The power supply voltage V _DD is connected to the gate terminals of the first and second PMOS transistors 2 and 7 through the inverter 1, and the drain terminal of the first PMOS transistor 2 has a capacitor 3 having one side grounded. Is connected to the inverter (4), and the output terminal of the inverter (4) is connected to the drain terminal of the second PMOS transistor (7). The reset generation circuit as set forth in claim 1, wherein the inverter (4) comprises a PMOS transistor (5) and an NMOS transistor (6).

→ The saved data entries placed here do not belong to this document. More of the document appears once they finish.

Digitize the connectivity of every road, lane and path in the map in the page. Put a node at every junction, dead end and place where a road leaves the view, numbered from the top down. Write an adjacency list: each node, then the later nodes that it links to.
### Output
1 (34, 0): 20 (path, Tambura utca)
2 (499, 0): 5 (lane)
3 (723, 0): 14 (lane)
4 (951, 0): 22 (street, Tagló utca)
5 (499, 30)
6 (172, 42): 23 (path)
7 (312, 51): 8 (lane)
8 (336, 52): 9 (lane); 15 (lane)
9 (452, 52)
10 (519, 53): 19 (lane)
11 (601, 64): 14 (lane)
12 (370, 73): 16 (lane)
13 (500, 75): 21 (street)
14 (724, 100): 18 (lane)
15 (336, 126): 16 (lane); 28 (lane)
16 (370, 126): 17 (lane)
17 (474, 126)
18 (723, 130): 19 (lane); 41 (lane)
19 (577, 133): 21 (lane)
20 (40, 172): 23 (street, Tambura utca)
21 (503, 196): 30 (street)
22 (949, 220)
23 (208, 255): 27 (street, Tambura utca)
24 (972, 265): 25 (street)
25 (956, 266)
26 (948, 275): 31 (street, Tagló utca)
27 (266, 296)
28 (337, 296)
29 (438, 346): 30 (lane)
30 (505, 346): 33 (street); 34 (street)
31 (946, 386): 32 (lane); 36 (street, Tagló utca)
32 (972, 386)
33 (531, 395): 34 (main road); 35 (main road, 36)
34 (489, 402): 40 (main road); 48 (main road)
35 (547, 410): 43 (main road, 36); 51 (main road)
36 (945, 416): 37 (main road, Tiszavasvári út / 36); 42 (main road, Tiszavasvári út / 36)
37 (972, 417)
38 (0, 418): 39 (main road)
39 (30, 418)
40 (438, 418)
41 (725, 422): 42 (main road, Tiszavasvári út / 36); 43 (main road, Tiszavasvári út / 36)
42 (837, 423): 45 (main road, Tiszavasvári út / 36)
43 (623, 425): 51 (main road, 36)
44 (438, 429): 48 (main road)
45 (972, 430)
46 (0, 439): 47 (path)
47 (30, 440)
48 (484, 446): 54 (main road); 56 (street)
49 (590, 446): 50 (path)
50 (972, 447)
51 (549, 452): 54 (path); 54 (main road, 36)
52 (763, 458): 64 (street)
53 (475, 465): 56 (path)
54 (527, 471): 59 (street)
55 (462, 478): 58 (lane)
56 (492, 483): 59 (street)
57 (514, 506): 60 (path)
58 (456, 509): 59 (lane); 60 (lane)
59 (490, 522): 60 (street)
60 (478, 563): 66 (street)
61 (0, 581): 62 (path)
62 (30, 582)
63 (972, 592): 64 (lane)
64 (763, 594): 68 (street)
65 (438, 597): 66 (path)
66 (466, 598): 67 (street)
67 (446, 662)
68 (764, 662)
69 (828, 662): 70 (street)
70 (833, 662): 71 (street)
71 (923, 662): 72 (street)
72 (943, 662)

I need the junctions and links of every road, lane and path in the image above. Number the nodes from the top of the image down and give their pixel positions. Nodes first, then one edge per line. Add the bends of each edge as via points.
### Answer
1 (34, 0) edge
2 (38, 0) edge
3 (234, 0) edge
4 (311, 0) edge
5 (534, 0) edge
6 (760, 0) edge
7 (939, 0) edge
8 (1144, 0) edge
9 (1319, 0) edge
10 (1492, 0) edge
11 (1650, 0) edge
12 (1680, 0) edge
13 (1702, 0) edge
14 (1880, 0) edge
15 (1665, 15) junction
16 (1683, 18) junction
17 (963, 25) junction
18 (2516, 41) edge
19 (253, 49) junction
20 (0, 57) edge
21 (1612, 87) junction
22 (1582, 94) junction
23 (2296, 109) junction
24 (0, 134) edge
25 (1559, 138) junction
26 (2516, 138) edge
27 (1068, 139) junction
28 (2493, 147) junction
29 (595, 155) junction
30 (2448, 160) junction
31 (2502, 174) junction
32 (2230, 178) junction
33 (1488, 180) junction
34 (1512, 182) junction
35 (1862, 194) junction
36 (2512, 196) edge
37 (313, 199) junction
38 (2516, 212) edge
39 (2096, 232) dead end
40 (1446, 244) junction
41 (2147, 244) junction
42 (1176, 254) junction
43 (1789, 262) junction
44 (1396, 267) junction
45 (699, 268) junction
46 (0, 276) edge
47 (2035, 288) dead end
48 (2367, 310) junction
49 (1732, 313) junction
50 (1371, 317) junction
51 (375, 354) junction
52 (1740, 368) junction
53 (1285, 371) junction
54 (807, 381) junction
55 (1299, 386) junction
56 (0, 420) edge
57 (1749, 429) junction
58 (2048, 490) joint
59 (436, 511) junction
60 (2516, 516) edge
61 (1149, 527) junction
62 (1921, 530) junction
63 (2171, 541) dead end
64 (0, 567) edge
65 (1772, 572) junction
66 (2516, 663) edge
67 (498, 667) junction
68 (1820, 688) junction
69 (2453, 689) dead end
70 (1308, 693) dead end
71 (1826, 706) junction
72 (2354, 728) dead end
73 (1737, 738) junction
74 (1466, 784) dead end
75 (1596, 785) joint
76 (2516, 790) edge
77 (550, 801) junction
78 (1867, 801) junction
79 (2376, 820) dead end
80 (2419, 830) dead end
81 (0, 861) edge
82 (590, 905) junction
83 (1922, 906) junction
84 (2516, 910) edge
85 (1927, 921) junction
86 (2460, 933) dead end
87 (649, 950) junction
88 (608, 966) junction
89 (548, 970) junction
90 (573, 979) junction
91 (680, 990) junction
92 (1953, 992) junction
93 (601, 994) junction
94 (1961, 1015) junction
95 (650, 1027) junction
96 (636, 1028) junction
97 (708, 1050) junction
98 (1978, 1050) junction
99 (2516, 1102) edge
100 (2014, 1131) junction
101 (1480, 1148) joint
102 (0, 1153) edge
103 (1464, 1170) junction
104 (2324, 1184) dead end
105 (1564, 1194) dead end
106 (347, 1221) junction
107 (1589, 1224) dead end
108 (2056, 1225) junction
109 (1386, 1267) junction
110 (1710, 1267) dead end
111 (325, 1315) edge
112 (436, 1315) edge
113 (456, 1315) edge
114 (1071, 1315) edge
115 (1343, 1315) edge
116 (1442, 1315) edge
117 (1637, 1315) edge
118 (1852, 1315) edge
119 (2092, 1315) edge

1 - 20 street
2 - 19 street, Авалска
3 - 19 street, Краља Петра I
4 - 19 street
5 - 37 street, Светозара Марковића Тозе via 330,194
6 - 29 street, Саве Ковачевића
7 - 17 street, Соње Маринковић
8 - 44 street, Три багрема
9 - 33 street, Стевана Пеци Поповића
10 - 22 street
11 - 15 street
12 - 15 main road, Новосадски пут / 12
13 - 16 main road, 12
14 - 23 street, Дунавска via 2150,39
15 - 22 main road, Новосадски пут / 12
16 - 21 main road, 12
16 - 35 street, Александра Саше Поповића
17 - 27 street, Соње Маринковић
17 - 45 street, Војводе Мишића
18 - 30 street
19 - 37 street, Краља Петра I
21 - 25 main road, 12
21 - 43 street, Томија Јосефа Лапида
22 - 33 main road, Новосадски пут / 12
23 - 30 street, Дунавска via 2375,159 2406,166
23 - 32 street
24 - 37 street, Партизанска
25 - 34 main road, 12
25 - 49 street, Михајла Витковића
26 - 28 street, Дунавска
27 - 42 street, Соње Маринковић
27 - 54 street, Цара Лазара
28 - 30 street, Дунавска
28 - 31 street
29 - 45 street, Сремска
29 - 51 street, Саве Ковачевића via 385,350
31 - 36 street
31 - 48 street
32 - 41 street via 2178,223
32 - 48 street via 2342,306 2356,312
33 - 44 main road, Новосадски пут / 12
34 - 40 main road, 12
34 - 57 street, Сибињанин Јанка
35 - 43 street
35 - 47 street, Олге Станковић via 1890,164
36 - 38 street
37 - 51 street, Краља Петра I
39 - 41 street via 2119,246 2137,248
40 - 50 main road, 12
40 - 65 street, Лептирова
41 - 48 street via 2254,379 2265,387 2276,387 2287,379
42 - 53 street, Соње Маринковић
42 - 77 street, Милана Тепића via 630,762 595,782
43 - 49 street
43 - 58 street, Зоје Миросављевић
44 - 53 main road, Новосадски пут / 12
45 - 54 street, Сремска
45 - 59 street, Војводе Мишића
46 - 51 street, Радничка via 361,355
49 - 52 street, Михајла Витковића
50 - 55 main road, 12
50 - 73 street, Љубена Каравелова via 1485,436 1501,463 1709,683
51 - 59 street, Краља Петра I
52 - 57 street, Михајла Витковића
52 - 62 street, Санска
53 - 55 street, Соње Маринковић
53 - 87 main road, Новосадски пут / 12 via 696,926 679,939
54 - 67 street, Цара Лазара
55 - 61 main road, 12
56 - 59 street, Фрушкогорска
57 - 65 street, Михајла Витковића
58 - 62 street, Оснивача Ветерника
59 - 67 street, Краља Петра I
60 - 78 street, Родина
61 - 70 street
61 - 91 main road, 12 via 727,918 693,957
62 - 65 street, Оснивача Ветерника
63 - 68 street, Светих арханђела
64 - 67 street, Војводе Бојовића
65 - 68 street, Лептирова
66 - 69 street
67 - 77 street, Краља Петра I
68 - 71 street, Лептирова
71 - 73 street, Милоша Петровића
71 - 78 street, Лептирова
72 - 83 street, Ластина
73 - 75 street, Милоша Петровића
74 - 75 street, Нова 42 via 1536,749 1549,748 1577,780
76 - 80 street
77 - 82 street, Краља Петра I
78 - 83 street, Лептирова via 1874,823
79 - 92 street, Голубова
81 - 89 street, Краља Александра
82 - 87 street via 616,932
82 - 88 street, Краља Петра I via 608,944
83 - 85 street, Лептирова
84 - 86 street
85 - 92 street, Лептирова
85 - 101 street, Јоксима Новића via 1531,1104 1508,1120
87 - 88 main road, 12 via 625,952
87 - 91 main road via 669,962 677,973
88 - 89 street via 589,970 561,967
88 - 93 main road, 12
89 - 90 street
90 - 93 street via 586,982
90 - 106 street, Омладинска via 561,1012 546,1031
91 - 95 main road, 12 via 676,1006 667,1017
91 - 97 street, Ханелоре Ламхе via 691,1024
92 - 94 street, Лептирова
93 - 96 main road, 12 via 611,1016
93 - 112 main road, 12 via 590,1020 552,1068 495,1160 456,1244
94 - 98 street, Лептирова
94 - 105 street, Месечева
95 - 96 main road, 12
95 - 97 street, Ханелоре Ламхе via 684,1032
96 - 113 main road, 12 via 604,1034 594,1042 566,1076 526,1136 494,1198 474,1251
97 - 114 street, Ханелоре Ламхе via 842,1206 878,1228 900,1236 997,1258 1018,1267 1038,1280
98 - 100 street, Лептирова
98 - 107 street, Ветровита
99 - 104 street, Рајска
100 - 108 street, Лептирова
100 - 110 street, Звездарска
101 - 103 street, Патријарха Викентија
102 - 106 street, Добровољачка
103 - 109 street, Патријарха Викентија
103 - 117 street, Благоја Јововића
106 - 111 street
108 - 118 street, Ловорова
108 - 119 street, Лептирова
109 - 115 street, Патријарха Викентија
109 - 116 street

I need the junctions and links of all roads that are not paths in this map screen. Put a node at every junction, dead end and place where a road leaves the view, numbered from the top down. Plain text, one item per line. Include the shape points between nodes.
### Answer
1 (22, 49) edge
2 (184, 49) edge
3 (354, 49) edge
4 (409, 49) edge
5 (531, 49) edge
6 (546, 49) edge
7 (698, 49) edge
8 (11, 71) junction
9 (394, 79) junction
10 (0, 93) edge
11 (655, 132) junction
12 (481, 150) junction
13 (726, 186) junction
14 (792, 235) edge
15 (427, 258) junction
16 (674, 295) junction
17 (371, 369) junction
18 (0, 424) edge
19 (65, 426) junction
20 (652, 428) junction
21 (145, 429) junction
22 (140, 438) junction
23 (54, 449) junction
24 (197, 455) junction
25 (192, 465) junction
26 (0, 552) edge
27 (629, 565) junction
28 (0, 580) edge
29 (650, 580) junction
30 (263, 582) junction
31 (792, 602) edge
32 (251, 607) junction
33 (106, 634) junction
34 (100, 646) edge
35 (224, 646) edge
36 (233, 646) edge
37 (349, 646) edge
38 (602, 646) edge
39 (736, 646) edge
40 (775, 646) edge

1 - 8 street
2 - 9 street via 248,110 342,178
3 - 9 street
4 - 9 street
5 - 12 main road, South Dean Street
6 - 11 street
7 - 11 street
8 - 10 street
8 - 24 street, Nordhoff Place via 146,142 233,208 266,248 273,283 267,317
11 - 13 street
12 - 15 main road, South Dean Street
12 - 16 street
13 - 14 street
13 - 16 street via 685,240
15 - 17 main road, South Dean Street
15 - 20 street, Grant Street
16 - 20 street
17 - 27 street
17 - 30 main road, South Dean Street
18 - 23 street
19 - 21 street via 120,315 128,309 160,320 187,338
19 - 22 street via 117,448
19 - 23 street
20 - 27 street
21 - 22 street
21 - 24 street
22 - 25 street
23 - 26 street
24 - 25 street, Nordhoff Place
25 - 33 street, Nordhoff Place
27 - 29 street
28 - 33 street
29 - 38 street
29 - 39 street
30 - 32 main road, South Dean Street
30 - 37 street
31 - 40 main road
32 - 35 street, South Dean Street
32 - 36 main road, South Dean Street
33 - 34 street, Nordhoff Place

The reset generation circuit according to claim 1, wherein the pull-up characteristic of the second PMOS transistor (7) is weaker than that of the NMOS transistor (6) of the inverter (4). 2. The PMOS transistor 5 and NMOS transistor 6 of the inverter 4 according to claim 1, wherein the logic threshold Vthi of the inverter 4 is the lower limit of the power supply voltage necessary for the normal operation of the microprocessor. Reset generation circuit when the power supply voltage drop characterized in that for adjusting. The reset generation circuit as set forth in claim 1, characterized in that the output of the inverter (4) and an external reset signal are logically summed with OR gates.